Crossing Bulgaria feels peaceful enough and the traffic is far from busy. Rather the roads seem underpopulated, giving the traveler space to contemplate the green fields, the fat trees and the gray clouds crammed up in the sky, rain pouring down from them in soft, transparent waves of a silk curtain, its hem ardently sweeping the road.

I will not discuss the apparent poverty of the Bulgarian villages, for they are filthy rich compared to the Cambodian villages I traveled through last year. A totally different world. Their simplicity is relaxing to the eye. So interesting how little connection I feel to this country. Not much difference compared to Romania, but still, to me it’s just a land in between, a space to be crossed, not a destination.

Having crossed the mountains through heavy rain and fog descending from the forest like the wise spirits of our deceased Indian ancestors, as we are approaching the Greek border the sun is shining and the temperature is rising. Farmers have already harvested their wheat crops and the lower, drier scenery brings back to memory Greek words and phrases for me to (ab)use in the coming week.
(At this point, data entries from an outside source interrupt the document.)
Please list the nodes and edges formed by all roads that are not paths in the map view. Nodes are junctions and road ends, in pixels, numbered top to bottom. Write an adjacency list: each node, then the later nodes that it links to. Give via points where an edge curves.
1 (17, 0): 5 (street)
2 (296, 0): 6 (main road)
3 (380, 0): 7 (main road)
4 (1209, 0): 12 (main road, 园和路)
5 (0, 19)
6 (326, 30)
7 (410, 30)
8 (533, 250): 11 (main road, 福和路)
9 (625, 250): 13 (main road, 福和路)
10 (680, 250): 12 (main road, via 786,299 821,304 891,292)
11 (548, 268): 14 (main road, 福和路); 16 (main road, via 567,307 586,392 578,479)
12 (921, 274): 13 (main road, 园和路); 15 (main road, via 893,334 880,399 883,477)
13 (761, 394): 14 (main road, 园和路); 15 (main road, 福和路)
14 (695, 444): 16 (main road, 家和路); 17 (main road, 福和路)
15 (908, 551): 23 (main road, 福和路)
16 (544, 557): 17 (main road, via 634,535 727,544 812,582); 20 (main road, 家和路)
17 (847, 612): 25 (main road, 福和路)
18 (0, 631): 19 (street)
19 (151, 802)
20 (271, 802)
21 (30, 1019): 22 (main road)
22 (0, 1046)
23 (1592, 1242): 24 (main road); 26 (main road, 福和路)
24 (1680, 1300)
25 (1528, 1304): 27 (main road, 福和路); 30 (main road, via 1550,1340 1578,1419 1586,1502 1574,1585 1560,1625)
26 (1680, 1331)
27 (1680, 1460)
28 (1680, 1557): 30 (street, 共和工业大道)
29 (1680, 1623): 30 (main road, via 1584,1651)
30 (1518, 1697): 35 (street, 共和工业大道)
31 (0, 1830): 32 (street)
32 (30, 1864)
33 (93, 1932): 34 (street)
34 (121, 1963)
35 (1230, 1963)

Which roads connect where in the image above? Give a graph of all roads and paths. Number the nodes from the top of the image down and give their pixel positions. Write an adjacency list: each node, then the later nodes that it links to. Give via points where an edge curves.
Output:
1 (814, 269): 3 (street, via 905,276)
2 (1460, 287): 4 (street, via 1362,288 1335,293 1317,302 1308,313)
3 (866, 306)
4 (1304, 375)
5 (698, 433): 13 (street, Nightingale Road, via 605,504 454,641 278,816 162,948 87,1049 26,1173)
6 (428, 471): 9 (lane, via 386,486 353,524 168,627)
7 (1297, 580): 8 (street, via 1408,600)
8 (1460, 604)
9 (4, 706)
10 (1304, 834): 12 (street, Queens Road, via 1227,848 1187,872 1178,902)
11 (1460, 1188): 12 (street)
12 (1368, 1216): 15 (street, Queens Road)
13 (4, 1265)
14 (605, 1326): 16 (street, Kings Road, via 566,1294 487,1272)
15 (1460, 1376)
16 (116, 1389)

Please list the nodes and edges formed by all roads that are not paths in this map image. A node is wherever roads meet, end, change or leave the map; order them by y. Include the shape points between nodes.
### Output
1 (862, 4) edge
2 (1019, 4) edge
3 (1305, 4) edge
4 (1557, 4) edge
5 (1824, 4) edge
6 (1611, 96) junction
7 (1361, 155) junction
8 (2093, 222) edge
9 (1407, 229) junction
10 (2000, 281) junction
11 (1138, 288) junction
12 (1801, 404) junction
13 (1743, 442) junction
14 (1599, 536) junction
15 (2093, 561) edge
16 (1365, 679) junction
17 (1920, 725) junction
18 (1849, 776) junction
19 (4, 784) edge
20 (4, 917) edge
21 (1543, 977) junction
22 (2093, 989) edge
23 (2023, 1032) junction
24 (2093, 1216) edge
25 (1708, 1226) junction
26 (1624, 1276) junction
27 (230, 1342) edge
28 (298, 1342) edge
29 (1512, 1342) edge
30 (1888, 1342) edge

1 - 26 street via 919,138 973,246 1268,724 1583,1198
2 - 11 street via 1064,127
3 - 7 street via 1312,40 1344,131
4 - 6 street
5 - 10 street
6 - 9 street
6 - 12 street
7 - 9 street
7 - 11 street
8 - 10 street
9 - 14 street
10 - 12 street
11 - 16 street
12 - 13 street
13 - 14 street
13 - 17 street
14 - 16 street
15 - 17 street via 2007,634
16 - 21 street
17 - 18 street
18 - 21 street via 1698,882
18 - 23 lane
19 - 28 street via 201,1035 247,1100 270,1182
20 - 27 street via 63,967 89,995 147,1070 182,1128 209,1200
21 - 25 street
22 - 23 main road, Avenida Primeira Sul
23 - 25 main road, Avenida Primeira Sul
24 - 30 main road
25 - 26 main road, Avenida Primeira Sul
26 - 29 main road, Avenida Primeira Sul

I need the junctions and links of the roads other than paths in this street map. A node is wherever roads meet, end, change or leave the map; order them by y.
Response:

We come into yet another heavy shower as we are crossing the Greek border – a small, old place that appears as a surprise in the middle of nowhere. And the little fruitarian runner starts his afternoon training – a much softer version of his energetic morning training – pulling all my attention to my lower abdomen and bringing back images of colorful fish swimming peacefully around me while snorkeling in the Aegean Sea a few years ago.

Finally, we are in Greece! Back to one of our most beloved homes after a few years of absence. And yet it doesn’t feel like Greece yet. I look around searching for that unique, familiar feeling that softens the tongue as it wrapping itself around every word, sliding against the roof of the mouth with such sensuous determination. It’s still too green, too hilly and too rainy.

But as we are leaving Bulgaria farther behind, Greece gradually becomes more like her old self and l lean back, anxiously waiting for that exciting first glimpse of the sea. And finally the sun! Coming down like a blessing – a huge hand, its fingers all widely spread to reach as wide an area as possible. And there is such stillness. We barely speak a word. There is no need. A while later, old Greek music, with its coarse, serious, masculine tunes, fills the car, sweeping silence away and bringing back impressions from other lifetimes.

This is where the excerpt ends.